Swedish Foreign Minister warns of the “Balkanisation of Britain”

June 5, 2014

Carl Bildt was once Sweden’s Prime Minster and was the UN’s envoy to the Balkans and is now the Foreign Minister. Not uncontroversial since he has many business interests ranging from Russia to Africa but generally radiates confidence and competence with a not insignificant measure of arrogance.

For a Foreign Minister he can be quite undiplomatic at times (not that it is always wrong to be undiplomatic). He has now poked his nose into the Scottish referendum and warns of the Balkanisation of the UK if Scotland decides to vote for Independence. He has a point of course.
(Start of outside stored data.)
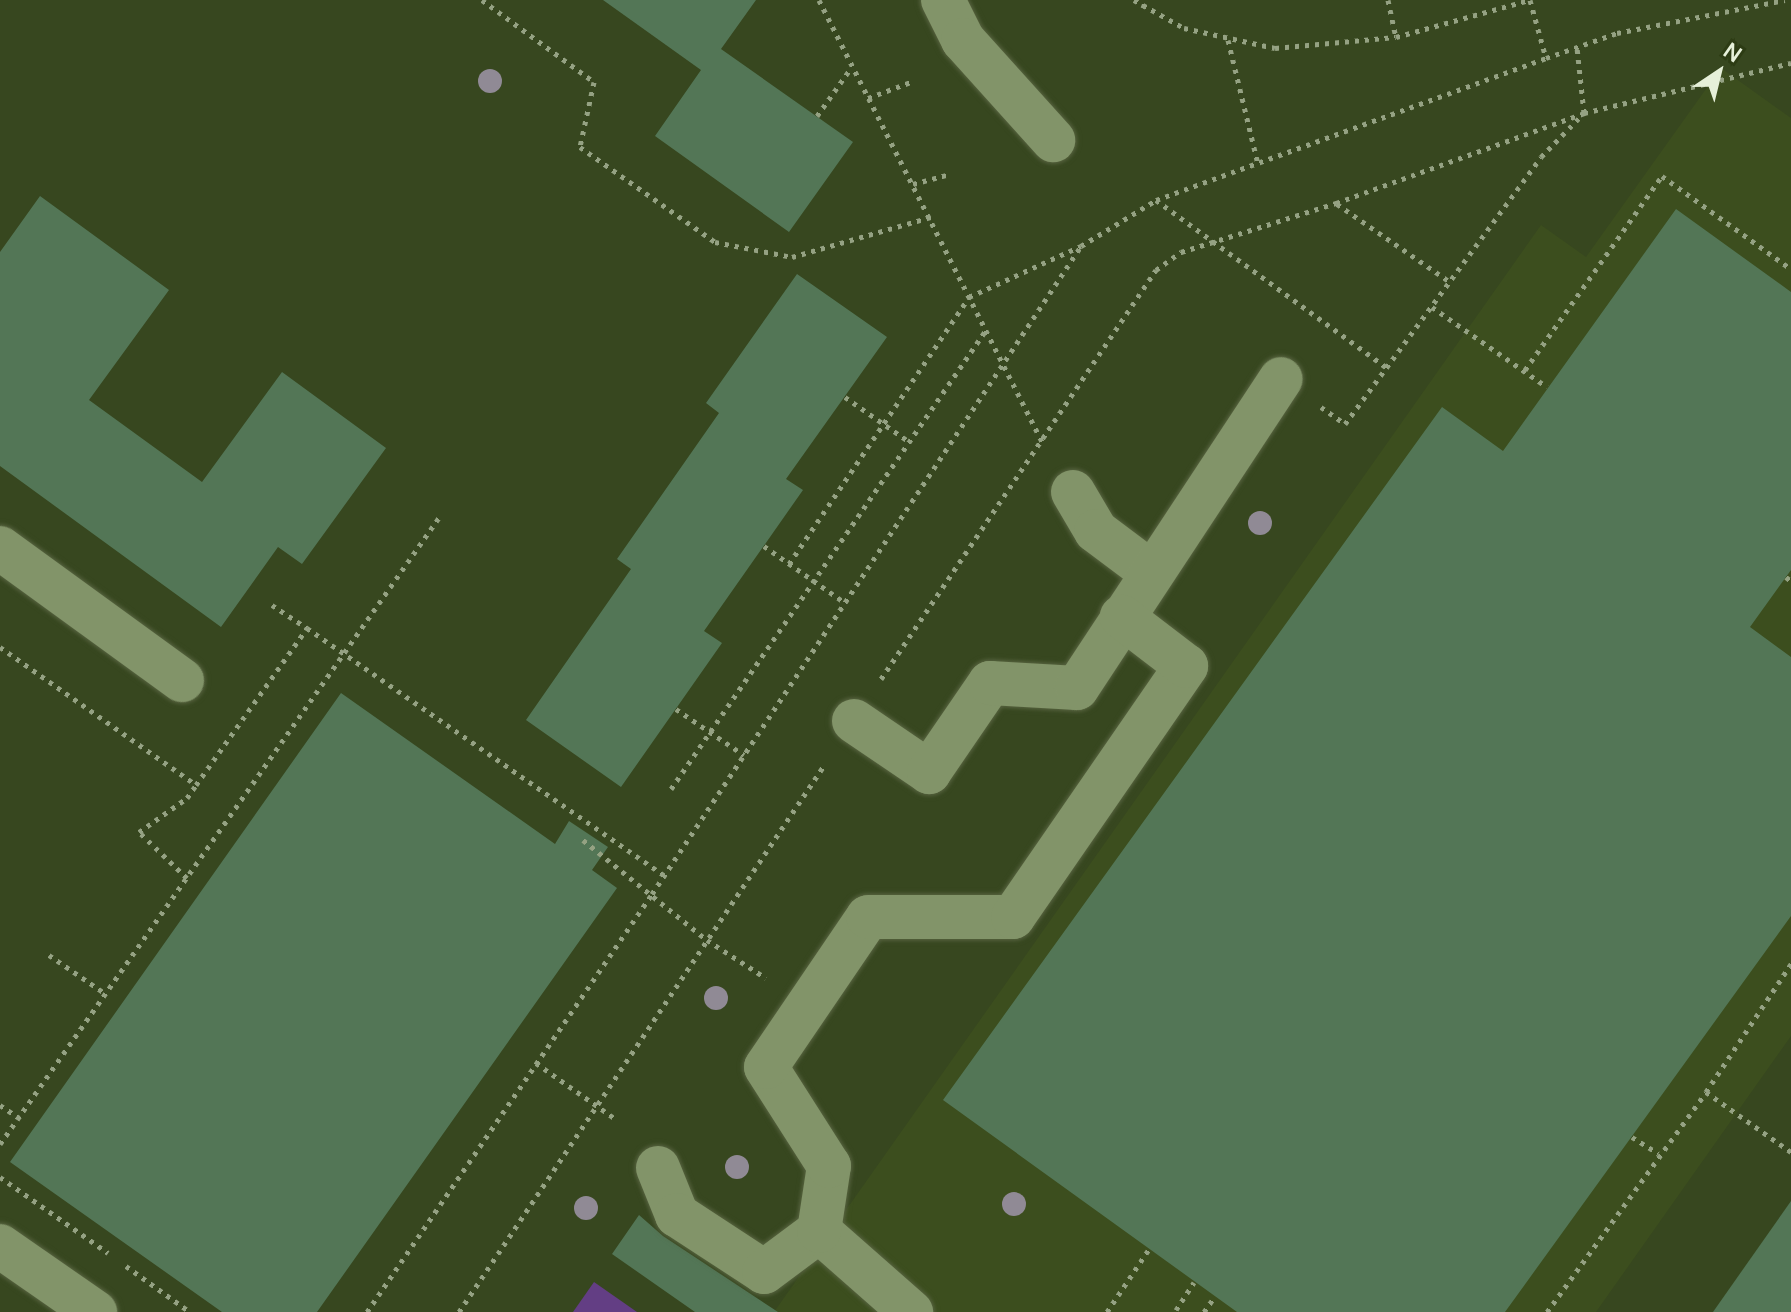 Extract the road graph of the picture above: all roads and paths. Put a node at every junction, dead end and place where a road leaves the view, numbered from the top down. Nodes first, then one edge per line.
1 (819, 0) edge
2 (943, 0) edge
3 (1134, 0) edge
4 (1146, 0) edge
5 (1388, 0) edge
6 (1530, 0) edge
7 (1785, 0) edge
8 (484, 1) edge
9 (1143, 8) junction
10 (1396, 37) junction
11 (1228, 40) junction
12 (1577, 48) junction
13 (1546, 58) junction
14 (1791, 63) edge
15 (851, 67) junction
16 (911, 82) dead end
17 (868, 98) junction
18 (1584, 113) junction
19 (817, 116) dead end
20 (1053, 140) dead end
21 (1258, 164) junction
22 (947, 175) dead end
23 (913, 184) junction
24 (1156, 200) junction
25 (1336, 203) junction
26 (931, 217) junction
27 (1214, 241) junction
28 (1081, 246) junction
29 (1791, 269) edge
30 (1450, 282) junction
31 (969, 297) junction
32 (1432, 307) junction
33 (986, 330) junction
34 (1002, 361) junction
35 (1387, 368) junction
36 (1525, 370) junction
37 (1281, 379) joint
38 (1547, 387) dead end
39 (845, 397) dead end
40 (883, 424) junction
41 (1041, 440) junction
42 (908, 441) junction
43 (1073, 492) dead end
44 (440, 516) dead end
45 (764, 546) dead end
46 (0, 548) edge
47 (789, 564) junction
48 (1152, 573) junction
49 (814, 581) junction
50 (844, 602) junction
51 (272, 605) dead end
52 (1122, 617) junction
53 (307, 628) junction
54 (0, 647) edge
55 (343, 655) junction
56 (182, 680) dead end
57 (676, 709) dead end
58 (854, 721) junction
59 (710, 732) junction
60 (744, 755) junction
61 (196, 785) junction
62 (671, 789) dead end
63 (583, 840) dead end
64 (665, 876) junction
65 (187, 878) junction
66 (652, 894) junction
67 (707, 940) junction
68 (49, 955) dead end
69 (1791, 964) edge
70 (106, 994) junction
71 (807, 1005) junction
72 (536, 1063) junction
73 (1706, 1092) junction
74 (0, 1105) edge
75 (596, 1107) junction
76 (19, 1118) junction
77 (617, 1120) dead end
78 (1632, 1137) dead end
79 (0, 1144) edge
80 (1791, 1152) edge
81 (1658, 1153) junction
82 (658, 1168) dead end
83 (0, 1177) edge
84 (819, 1231) junction
85 (4, 1248) edge
86 (1149, 1249) dead end
87 (1194, 1282) dead end
88 (1215, 1296) dead end
89 (1177, 1311) edge
90 (95, 1312) edge
91 (190, 1312) edge
92 (367, 1312) edge
93 (459, 1312) edge
94 (911, 1312) edge
95 (1107, 1312) edge
96 (1204, 1312) edge
97 (1547, 1312) edge

1 - 15 path
2 - 20 street
3 - 9 path
4 - 9 path
5 - 10 path
6 - 10 path
6 - 13 path
7 - 12 path
8 - 26 path
9 - 11 path
10 - 11 path
11 - 21 path
12 - 13 path
12 - 18 path
13 - 21 path
14 - 18 path
15 - 17 path
15 - 19 path
16 - 17 path
17 - 23 path
18 - 25 path
18 - 30 path
21 - 24 path
22 - 23 path
23 - 26 path
24 - 27 path
24 - 28 path
25 - 27 path
25 - 30 path
26 - 31 path
27 - 35 path
27 - 41 path
28 - 31 path
28 - 34 path
29 - 36 path
30 - 32 path
31 - 33 path
31 - 40 path
32 - 35 path
32 - 36 path
33 - 34 path
33 - 42 path
34 - 41 path
34 - 50 path
35 - 37 path
36 - 38 path
37 - 48 street
39 - 40 path
40 - 42 path
40 - 47 path
41 - 58 path
42 - 49 path
43 - 48 street
44 - 55 path
45 - 47 path
46 - 56 street
47 - 49 path
48 - 52 street
49 - 50 path
49 - 59 path
50 - 60 path
51 - 53 path
52 - 58 street
52 - 71 street
53 - 55 path
53 - 61 path
54 - 61 path
55 - 64 path
55 - 65 path
57 - 59 path
58 - 67 path
59 - 60 path
59 - 62 path
60 - 64 path
61 - 65 path
63 - 66 path
64 - 66 path
65 - 70 path
66 - 67 path
66 - 72 path
67 - 71 path
67 - 75 path
68 - 70 path
69 - 73 path
70 - 76 path
71 - 84 street
72 - 75 path
72 - 92 path
73 - 80 path
73 - 81 path
74 - 76 path
75 - 77 path
75 - 93 path
76 - 79 path
78 - 81 path
81 - 97 path
82 - 84 street
83 - 91 path
84 - 94 street
85 - 90 street
86 - 95 path
87 - 89 path
88 - 96 path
It would only be a matter of time before Wales, Ulster, the Channel Islands –  but perhaps not the Falklands – would all choose to go their own separate  ways into insignificance:

The Scotsman: SWEDEN’S foreign minister has claimed that Scottish independence would lead to the ‘Balkanisation’ of Britain.

 Carl Bildt also warned that a Yes vote would have ‘far-reaching consequences’ for the rest of Europe, in comments that echoed those made by former UK Defence Secretary Lord Robertson, in which he claimed that Scottish independence would have ‘cataclysmic’ geopolitical consequences.

Mr Bildt told the Financial Times that there would be ‘unforeseen chain reactions’ in Europe and the United Kingdom if Scotland voted for independence on September 18th.

The former UN special envoy to the Balkans between 1999 and 2001 said: “I think it’s going to have far more profound implications than people think. The Balkanisation of the British Isles is something we are not looking forward to.

“It opens up a lot, primarily in Scotland but also in the UK. What are the implications for the Irish question? What happens in Ulster?”

Mr Bildt also hinted that a victory for the Yes campaign could lead to the UK having to renegotiate some of its own EU membership terms. 

“The vote is one thing,” he added. “But there will then be a fairly painful period of separation and how is that going to affect the EU relationship? I assume there will have to be renegotiation of votes.” ……….. 

………… He likened the UK to ‘an island adrift in the Atlantic’ if it left the EU.

And the Swedish politician commented that both the EU and independence referendums showed that the debate in Europe was in the process of moving away from the Eurozone crisis to a more political phase.

“The main challenges in the past five years have been economic ones,” he explained. “Looking ahead for the next five years, it is political challenges in the east fairly obviously and also in the west fairly obviously.”